BCV has been planting reedbeds since its early years, and for us it’s about wildlife. Reedbeds can support over 700 species from invertebrates to bittern, many of these species can be found nowhere else and are dependent on reedbeds for their survival. While urban environments don’t make ideal sites for large reedbeds small ones can still be very valuable to birds such as reed warbler and reed bunting.
23rd May – Today’s task was to continue the work started last year when we diverted a stream to re-wet an area to the north of the park, see the Hidden in the Reeds post for more info. Before we can plant any reeds we first need to create an area of open water, this we did by clearing the willow and creating a dam. The line of the dam was marked out by stakes and tree trunks, other trunks were cut into logs and driven down into the mud to create a palisade, gaps were filled in with mud. Once the dam was built we dug a channel to redirect the pooled water to another area. It was a bit of a learning experience and we were making it up as we went along but it turned out to be pretty effective. Additional dams will be needed to further manage water levels, then we can start planting. More info on creating phragmites reedbeds can be found in the download below (click the link to view or button to download), photos of today’s work can be found below that. Today’s task was funded by Bolton Council’s Climate Change Fund.

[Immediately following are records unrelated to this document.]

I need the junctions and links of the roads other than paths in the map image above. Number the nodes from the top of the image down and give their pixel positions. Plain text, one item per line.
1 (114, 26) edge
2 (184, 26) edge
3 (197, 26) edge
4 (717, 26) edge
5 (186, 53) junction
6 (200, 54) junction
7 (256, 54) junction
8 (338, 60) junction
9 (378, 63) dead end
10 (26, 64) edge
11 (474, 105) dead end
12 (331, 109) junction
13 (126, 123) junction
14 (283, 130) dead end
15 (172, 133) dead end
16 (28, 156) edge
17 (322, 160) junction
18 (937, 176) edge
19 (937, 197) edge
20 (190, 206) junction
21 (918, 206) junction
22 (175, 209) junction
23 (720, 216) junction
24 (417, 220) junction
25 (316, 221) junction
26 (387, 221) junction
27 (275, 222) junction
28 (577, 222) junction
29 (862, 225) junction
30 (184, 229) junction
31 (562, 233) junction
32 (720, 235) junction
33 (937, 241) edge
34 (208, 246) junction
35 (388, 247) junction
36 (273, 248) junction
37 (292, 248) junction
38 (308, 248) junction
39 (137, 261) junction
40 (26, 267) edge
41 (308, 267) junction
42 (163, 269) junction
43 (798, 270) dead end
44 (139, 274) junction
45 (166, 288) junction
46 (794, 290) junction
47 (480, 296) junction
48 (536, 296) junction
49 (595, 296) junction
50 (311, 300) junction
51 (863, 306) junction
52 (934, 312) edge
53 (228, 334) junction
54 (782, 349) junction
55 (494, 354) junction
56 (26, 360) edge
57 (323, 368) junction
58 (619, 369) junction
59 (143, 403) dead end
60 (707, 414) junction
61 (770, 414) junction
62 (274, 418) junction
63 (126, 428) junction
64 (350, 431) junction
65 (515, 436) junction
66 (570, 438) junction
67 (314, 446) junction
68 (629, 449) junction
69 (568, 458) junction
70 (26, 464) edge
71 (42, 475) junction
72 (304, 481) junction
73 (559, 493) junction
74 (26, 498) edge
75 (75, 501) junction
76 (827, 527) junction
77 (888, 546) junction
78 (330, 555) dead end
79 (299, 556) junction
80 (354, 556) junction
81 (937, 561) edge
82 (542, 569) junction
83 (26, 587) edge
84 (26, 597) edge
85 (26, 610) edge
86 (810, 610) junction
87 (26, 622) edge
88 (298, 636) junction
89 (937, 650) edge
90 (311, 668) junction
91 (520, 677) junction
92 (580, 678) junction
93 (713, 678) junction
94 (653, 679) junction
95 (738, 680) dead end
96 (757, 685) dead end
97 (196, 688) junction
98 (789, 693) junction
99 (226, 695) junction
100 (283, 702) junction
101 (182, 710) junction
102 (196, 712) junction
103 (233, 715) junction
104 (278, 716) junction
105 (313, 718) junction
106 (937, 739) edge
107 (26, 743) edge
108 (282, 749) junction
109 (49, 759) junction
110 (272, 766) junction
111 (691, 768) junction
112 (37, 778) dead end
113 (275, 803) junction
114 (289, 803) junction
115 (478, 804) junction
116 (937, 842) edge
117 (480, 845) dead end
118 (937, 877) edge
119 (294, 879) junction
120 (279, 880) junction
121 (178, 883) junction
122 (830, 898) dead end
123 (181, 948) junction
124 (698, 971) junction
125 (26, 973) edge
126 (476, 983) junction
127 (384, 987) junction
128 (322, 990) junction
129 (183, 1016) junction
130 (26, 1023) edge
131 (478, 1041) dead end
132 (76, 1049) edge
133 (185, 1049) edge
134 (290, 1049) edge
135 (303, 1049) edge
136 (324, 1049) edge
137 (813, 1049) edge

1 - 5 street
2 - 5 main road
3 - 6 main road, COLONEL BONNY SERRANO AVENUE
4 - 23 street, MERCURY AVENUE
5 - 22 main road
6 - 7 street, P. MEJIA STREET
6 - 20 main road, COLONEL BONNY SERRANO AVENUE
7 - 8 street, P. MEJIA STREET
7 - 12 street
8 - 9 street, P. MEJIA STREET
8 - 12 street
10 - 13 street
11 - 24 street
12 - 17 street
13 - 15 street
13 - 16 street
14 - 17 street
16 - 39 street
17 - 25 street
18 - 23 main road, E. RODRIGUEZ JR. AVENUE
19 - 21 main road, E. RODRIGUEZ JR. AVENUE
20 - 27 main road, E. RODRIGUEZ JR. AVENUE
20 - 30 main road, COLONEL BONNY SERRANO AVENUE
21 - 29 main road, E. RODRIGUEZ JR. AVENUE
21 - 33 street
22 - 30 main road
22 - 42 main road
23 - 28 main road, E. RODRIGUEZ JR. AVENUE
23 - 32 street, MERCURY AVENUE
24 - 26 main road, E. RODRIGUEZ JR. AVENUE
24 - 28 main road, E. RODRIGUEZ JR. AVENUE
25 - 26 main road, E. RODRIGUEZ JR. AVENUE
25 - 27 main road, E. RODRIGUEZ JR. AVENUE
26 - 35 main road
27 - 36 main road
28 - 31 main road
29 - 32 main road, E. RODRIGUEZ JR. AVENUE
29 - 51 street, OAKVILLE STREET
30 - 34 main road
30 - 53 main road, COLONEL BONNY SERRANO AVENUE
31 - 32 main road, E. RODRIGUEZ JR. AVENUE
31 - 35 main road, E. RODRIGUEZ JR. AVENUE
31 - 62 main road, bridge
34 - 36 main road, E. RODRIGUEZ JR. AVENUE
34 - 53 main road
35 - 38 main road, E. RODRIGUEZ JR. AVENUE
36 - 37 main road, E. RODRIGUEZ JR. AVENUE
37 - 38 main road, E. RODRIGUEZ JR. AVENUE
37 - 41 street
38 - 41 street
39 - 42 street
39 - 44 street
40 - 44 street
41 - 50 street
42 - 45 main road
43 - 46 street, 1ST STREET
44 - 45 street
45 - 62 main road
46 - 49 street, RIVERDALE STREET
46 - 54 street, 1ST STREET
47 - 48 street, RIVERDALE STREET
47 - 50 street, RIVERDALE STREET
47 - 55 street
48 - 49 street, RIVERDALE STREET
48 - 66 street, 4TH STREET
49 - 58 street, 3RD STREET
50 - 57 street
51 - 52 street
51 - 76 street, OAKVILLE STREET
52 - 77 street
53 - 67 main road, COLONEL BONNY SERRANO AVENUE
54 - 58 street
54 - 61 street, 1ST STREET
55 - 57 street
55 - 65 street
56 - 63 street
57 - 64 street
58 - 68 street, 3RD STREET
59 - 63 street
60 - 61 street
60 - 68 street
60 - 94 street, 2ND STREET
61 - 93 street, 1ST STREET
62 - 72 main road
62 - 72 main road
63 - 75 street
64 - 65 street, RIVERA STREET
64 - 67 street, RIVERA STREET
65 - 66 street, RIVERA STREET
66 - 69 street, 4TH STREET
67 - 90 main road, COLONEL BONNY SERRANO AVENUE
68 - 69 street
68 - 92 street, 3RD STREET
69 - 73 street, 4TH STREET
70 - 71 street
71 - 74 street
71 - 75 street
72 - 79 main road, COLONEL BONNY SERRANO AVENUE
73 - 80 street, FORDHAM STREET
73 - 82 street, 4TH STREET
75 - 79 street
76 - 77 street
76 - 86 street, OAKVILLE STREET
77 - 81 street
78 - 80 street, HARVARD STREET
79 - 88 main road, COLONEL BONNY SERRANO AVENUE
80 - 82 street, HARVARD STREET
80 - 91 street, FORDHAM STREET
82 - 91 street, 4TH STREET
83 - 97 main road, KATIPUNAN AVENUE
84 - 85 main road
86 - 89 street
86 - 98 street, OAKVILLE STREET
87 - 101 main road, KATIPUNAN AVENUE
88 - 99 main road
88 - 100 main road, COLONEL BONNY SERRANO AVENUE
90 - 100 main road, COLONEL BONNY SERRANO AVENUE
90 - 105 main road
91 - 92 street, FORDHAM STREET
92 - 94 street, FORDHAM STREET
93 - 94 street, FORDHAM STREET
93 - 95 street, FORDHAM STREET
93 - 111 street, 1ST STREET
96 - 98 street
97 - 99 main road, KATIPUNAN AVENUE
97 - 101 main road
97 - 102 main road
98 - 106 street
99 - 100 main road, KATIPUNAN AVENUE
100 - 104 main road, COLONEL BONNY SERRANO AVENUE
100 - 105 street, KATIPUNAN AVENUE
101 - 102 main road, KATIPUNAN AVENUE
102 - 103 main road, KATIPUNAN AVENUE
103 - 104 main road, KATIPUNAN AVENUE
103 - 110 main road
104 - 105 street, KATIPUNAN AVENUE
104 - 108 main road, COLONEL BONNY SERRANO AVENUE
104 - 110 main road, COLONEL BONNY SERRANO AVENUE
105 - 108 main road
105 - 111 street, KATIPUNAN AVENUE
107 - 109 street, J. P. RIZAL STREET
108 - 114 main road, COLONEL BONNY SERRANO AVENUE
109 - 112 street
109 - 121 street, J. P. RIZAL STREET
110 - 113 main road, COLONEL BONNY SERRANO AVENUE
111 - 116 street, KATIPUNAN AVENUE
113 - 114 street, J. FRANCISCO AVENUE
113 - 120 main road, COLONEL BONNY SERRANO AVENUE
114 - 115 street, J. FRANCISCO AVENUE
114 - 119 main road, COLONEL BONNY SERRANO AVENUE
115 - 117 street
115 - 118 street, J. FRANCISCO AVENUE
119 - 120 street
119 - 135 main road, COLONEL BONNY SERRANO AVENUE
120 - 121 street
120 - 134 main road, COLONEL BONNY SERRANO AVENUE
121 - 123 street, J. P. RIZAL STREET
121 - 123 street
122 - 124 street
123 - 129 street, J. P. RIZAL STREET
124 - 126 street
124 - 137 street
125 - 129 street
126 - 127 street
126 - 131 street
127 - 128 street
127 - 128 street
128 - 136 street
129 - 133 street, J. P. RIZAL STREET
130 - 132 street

30th May – A week later we returned to the reedbed. The dam was still working, although the overall water levels has dropped a bit it was still retaining water as planned. The next step was to establish the reedbed itself. After moving some of the previous week’s brash out of the way we tried 2 techniques of reedbed creation. The first was to dig up some of the reed’s rhizomes from another area and plant them in the soft mud behind the dam. This is usually the most successful way of creating a new reedbed. The second technique was to use cuttings which we gathered from an established reedbed and push them into the mud. Although a bit early in the year for trying this it was worth a try, if the weather stays warm it has a good chance of working. More info on reedbed creation can be found in the download further down the page.
So now we wait to see what happens. Well done to everyone involved. The day’s photos have been added to the gallery below.
In another area of Moses Gate another team was working with Banana Enterprises on a different project, more about this will appear in a separate post shortly.